EXERCISE PROMPT.
Find the string "include" in the records. Copy every line it appears in.

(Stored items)
::::::::
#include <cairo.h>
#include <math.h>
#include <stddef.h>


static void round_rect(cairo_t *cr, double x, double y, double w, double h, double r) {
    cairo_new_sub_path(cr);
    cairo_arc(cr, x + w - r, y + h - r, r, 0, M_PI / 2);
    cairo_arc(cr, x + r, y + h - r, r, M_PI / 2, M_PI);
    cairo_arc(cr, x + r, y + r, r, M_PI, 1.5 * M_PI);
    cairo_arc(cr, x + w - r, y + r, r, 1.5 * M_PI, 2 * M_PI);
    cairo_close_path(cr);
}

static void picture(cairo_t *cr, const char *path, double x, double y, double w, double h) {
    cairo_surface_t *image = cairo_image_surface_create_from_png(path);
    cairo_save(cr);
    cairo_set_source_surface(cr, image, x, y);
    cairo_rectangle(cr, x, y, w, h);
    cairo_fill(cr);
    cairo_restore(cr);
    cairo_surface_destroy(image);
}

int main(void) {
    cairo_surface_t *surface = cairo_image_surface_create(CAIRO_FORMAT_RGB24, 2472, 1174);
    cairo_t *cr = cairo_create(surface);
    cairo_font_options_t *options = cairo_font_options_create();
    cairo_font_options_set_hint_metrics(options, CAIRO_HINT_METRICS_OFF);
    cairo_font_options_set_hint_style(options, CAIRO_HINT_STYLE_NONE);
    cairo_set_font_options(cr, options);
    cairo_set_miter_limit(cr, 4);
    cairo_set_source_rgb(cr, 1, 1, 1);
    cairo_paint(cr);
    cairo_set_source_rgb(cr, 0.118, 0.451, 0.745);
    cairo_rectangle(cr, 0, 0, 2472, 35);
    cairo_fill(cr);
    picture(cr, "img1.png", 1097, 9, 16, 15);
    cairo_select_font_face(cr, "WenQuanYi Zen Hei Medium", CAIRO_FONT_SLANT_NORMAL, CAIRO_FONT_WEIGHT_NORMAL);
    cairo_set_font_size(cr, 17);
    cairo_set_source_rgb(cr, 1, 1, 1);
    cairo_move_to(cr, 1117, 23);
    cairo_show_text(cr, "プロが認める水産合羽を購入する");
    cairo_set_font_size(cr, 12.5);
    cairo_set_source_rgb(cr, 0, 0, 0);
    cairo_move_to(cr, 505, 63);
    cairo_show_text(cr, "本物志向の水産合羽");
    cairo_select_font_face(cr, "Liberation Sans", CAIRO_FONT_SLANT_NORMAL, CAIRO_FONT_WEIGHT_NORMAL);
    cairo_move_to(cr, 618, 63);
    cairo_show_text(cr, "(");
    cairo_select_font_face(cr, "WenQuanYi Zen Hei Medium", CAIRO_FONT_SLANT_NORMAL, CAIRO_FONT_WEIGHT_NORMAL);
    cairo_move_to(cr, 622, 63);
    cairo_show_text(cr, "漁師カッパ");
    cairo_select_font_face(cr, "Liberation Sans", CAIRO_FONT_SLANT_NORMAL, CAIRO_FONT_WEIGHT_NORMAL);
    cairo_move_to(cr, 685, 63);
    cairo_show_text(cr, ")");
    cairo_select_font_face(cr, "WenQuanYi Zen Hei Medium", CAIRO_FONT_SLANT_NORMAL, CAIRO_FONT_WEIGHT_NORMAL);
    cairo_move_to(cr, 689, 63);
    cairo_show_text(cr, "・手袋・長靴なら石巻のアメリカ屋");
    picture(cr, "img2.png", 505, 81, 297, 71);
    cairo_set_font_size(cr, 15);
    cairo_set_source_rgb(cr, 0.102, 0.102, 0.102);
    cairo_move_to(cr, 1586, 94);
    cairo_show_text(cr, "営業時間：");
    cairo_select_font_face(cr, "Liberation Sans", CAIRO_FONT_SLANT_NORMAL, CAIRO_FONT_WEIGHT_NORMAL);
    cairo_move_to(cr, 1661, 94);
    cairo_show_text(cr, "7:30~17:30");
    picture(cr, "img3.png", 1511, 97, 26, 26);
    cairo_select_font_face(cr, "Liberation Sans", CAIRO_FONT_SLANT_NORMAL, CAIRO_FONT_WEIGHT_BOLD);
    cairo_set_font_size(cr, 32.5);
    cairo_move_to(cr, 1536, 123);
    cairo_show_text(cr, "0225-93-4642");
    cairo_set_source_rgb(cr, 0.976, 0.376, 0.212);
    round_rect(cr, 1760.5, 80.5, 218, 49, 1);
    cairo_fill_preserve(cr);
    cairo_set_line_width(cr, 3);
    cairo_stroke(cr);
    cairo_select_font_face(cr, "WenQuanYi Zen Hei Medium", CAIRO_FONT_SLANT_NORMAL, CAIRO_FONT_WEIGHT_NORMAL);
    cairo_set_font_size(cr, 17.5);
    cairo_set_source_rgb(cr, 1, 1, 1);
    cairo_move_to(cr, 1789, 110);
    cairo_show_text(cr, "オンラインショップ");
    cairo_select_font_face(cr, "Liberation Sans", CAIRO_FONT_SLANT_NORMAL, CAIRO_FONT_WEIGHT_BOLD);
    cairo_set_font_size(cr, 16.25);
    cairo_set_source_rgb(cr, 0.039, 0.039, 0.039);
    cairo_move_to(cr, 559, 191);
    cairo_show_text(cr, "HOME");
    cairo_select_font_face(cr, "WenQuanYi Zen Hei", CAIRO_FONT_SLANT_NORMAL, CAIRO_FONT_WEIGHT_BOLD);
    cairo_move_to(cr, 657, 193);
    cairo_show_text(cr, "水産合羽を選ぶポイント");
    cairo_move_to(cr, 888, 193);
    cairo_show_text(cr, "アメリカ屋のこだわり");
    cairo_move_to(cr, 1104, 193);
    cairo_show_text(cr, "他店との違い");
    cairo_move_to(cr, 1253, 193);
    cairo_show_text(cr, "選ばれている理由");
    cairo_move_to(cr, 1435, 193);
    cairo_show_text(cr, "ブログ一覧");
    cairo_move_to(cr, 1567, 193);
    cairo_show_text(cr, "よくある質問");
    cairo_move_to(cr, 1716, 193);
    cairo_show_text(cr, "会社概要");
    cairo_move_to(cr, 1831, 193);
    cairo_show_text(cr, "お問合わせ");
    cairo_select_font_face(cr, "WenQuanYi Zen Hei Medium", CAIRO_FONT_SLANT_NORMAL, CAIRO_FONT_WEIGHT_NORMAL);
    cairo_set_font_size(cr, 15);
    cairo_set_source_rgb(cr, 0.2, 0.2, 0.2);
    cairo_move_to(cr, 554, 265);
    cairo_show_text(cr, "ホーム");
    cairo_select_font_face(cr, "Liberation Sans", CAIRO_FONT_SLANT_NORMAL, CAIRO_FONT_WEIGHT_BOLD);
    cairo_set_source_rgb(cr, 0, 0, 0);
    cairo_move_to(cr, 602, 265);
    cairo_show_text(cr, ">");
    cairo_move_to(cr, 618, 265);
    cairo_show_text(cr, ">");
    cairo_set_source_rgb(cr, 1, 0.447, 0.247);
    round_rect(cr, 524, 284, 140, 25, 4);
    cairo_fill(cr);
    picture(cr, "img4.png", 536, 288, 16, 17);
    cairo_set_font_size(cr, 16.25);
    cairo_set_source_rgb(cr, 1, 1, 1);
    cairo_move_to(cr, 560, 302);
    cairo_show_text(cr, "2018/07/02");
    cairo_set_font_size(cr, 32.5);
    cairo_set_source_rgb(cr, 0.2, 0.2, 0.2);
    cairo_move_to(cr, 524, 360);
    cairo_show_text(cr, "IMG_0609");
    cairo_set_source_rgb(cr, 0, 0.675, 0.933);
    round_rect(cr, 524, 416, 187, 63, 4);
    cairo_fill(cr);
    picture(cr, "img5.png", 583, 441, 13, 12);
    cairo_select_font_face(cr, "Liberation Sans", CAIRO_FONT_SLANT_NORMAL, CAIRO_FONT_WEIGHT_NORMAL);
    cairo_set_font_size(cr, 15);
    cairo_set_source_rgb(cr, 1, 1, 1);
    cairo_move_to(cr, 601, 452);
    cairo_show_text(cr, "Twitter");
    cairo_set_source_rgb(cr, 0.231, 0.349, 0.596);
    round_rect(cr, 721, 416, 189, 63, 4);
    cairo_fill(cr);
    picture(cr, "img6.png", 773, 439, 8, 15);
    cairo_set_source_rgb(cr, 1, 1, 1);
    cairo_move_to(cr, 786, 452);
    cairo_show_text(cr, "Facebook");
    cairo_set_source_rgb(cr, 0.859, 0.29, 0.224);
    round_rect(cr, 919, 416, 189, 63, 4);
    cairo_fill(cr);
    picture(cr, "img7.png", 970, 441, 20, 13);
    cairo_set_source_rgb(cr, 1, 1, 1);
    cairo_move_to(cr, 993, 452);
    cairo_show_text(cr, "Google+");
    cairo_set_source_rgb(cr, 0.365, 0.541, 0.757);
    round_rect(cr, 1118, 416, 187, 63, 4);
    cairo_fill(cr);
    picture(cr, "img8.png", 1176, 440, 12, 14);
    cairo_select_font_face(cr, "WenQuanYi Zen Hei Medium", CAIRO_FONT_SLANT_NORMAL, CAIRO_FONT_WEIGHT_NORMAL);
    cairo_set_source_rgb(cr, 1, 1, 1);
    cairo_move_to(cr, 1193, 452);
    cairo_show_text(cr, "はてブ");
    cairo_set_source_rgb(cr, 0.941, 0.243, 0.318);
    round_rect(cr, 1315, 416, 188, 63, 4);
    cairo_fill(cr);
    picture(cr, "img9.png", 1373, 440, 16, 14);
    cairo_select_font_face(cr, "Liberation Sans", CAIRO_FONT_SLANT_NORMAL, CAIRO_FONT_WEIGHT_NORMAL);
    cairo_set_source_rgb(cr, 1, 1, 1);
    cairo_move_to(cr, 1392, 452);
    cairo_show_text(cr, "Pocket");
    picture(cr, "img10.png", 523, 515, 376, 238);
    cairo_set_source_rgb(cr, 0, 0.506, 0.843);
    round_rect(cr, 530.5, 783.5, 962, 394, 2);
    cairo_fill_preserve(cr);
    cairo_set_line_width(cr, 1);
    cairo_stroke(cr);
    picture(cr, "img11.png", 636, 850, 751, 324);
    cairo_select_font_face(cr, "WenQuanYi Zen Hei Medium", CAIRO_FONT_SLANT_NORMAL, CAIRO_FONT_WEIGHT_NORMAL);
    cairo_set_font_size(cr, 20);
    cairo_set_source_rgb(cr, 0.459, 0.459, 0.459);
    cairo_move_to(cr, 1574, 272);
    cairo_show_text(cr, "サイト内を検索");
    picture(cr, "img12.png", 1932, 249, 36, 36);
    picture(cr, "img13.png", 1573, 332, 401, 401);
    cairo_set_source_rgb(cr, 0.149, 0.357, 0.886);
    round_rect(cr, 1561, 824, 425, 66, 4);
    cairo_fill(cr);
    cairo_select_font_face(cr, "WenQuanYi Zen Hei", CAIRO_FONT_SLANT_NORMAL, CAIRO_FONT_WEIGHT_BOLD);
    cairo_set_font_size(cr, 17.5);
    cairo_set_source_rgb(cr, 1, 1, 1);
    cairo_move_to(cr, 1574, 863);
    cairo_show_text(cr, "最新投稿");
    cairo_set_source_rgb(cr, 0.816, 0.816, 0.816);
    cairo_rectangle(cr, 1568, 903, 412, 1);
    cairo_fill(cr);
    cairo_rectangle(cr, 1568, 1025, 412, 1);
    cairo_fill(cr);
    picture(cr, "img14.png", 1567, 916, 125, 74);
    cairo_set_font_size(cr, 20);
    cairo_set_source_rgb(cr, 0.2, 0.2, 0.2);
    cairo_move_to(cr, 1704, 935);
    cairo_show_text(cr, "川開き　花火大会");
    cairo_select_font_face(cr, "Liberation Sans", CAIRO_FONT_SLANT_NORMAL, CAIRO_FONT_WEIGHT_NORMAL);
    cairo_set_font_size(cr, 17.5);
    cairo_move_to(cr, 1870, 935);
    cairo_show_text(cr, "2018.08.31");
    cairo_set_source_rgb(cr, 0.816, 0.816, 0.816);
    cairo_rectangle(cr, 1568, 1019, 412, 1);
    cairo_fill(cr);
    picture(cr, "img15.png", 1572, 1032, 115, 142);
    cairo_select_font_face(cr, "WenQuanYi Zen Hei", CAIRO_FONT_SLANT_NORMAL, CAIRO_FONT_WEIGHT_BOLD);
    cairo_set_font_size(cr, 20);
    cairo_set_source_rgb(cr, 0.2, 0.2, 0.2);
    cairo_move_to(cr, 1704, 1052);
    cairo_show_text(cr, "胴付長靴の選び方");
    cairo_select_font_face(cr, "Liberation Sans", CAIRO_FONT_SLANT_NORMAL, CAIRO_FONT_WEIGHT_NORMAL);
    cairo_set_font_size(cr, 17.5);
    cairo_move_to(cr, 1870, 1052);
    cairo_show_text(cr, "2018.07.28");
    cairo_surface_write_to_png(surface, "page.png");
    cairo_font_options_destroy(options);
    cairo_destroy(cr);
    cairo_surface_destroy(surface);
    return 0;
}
::::::::
OUTPUT FOR THIS EXERCISE.
#include <cairo.h>
#include <math.h>
#include <stddef.h>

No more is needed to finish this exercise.